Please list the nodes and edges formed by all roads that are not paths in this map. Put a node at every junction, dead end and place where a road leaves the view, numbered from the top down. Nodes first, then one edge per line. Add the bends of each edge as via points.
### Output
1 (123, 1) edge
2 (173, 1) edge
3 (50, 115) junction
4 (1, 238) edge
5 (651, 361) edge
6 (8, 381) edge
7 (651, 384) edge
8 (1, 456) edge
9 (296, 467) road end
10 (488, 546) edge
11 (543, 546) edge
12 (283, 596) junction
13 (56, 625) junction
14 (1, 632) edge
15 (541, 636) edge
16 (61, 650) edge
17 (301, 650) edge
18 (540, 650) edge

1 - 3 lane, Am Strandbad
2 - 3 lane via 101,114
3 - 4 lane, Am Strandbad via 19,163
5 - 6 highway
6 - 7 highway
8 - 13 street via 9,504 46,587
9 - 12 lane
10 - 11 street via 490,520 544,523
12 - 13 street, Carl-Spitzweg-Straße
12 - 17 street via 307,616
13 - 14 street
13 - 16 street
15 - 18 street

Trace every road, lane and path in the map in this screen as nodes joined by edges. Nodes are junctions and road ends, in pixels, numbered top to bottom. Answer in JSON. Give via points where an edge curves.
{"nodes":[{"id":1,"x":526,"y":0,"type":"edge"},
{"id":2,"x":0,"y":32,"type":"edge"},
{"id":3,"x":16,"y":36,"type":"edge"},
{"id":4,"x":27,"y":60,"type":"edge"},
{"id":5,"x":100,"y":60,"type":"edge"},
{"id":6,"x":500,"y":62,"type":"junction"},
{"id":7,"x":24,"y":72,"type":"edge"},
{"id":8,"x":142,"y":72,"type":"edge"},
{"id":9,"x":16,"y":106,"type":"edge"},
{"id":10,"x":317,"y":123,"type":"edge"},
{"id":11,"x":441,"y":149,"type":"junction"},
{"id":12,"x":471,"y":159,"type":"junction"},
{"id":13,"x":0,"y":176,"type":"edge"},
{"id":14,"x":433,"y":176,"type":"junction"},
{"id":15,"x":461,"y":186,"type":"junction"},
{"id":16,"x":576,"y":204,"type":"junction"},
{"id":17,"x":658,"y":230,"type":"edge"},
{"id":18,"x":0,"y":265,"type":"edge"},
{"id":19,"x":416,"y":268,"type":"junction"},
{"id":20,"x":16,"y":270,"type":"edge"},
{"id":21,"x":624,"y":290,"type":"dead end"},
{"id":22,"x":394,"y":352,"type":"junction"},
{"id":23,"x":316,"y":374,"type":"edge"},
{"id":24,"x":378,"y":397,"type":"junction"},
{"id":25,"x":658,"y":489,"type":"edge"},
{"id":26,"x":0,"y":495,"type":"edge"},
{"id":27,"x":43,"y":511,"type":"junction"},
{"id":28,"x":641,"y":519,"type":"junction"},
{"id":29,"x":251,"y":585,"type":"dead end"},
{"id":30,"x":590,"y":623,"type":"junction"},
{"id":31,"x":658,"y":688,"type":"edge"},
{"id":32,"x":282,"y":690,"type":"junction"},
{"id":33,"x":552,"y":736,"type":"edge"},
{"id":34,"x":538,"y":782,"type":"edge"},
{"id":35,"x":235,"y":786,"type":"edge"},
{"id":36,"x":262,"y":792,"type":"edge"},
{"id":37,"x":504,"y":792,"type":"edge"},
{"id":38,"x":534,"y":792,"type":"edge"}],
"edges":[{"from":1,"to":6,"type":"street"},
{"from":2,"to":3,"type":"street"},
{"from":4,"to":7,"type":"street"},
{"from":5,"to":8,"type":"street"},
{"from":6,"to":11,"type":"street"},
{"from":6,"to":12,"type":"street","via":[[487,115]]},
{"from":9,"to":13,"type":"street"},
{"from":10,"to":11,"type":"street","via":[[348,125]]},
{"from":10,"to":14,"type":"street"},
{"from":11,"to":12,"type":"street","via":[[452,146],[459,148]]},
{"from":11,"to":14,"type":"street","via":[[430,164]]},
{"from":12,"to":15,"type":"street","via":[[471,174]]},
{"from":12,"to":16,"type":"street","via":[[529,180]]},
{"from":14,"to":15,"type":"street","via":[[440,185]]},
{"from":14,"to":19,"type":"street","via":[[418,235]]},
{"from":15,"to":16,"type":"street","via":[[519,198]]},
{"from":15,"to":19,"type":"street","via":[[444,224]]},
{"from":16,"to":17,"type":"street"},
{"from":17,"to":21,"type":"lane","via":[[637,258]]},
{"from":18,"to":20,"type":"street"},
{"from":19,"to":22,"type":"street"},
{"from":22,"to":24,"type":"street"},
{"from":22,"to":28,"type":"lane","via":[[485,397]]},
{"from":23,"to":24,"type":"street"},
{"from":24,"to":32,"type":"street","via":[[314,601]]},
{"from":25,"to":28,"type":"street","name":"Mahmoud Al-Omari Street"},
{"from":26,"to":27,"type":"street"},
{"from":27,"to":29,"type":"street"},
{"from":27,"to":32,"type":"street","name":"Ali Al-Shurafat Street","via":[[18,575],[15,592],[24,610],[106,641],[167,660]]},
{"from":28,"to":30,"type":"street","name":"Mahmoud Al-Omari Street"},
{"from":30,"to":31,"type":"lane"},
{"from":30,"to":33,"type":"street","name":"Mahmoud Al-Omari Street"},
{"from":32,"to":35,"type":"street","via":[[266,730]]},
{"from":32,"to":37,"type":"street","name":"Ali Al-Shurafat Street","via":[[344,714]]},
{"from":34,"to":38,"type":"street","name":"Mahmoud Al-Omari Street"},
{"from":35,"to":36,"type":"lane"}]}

+++

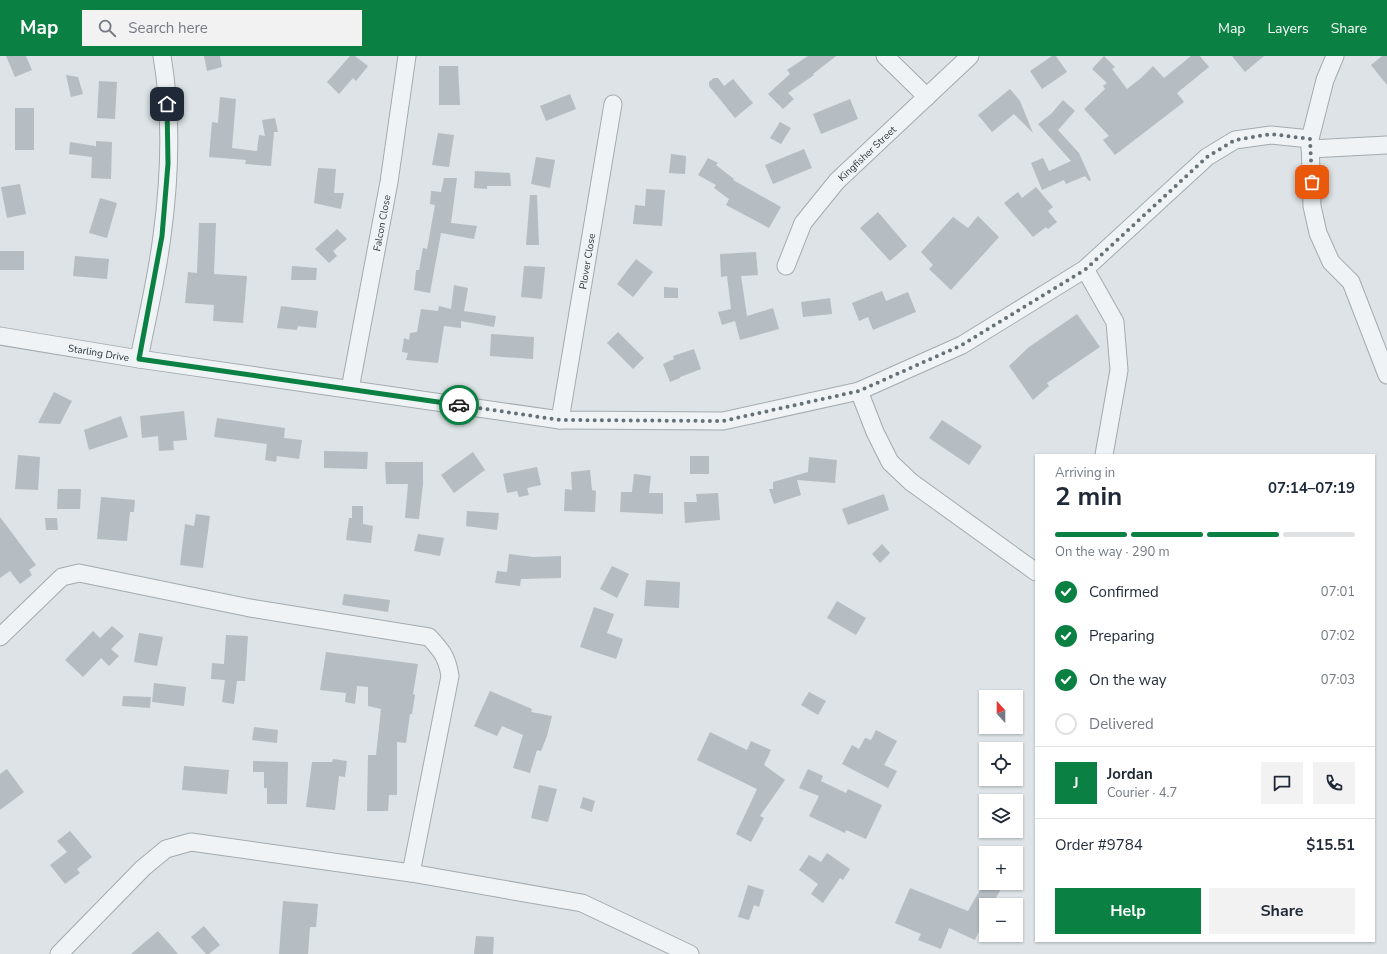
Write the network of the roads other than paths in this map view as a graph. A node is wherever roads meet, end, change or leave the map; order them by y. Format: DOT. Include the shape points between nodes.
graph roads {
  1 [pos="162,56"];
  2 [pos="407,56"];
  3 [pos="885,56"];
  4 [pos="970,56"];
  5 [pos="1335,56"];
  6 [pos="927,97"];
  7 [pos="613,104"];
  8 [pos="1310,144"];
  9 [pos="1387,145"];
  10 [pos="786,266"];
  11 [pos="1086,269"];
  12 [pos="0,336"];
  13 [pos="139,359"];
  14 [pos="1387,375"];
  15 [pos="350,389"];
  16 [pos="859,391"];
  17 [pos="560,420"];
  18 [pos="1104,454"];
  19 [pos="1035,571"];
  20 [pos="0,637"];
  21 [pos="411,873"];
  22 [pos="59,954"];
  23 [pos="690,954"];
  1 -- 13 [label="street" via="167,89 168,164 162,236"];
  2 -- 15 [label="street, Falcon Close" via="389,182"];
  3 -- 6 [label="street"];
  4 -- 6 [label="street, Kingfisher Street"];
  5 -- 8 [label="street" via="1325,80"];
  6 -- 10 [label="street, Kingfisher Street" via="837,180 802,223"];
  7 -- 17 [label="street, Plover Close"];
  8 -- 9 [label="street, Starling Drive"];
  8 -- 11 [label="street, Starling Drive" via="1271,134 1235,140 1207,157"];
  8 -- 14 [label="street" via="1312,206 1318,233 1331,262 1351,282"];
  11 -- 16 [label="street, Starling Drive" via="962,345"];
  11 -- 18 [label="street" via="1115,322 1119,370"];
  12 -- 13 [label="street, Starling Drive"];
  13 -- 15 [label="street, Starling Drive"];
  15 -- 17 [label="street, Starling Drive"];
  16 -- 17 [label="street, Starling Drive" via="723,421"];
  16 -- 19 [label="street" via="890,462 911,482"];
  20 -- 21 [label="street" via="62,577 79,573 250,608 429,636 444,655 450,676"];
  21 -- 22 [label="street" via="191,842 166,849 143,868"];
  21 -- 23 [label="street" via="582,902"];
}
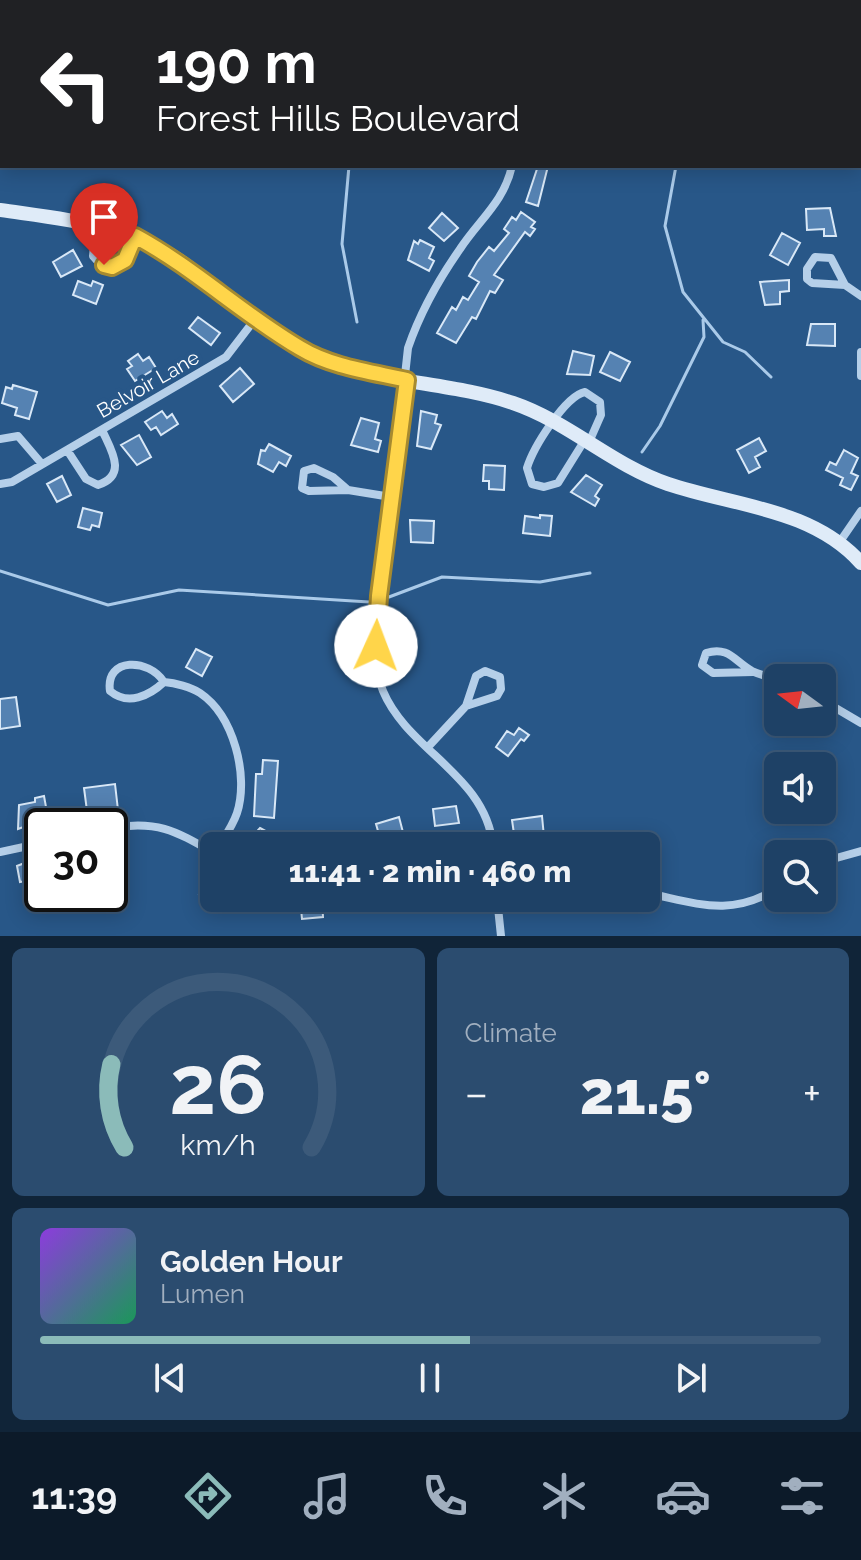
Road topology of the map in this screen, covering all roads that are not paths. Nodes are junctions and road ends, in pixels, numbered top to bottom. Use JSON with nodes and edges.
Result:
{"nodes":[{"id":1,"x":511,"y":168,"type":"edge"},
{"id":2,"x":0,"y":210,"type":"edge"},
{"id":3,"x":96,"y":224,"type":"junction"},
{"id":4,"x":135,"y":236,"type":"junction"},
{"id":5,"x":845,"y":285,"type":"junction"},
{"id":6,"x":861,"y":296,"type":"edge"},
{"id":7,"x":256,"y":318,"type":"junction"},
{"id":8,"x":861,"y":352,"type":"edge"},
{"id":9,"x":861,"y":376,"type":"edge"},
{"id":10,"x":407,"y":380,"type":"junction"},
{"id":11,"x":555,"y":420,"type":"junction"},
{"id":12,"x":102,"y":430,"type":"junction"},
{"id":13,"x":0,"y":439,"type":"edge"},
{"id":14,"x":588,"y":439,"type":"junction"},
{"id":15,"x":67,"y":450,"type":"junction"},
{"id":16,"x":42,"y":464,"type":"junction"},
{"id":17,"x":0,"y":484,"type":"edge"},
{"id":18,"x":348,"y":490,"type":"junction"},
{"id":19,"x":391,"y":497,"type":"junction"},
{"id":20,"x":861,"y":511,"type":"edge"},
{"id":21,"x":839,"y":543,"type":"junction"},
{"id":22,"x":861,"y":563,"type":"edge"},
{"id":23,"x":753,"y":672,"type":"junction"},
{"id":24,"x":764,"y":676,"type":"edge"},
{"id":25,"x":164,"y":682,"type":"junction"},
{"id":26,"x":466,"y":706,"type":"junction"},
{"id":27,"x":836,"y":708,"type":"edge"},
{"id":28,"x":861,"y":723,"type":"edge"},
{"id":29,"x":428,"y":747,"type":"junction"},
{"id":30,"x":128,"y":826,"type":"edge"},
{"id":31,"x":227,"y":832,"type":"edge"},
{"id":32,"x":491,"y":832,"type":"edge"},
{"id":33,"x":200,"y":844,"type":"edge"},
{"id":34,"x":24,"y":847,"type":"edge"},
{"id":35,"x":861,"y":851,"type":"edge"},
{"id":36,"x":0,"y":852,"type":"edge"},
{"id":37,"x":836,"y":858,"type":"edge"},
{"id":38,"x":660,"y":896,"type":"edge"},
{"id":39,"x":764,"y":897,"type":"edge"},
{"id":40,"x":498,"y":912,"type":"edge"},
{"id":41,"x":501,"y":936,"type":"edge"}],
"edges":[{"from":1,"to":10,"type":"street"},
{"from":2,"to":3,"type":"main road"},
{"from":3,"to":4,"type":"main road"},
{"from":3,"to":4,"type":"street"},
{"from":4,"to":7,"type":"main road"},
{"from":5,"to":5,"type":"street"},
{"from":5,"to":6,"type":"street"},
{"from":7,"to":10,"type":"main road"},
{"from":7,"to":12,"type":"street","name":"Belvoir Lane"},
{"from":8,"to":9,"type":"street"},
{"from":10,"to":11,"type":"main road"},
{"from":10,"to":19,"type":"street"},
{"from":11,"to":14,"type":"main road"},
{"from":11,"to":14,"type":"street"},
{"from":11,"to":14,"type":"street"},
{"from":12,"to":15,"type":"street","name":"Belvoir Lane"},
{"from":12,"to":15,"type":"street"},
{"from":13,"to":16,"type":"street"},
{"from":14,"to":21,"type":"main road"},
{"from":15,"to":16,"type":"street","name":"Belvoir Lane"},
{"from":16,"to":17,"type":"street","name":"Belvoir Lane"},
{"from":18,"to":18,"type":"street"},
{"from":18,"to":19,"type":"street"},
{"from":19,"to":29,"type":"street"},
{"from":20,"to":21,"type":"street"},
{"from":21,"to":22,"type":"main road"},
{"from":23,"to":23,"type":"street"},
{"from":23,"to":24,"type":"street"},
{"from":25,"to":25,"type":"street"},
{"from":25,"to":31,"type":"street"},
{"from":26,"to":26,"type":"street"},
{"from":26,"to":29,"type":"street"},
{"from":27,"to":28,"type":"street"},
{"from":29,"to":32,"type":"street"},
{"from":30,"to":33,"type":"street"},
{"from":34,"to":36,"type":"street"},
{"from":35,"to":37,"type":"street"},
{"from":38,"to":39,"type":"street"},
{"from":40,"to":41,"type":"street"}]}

+++

What you have to do
Work out how many lines in the records above contain the word "Shurafat". State only that number.

Result for this exercise
2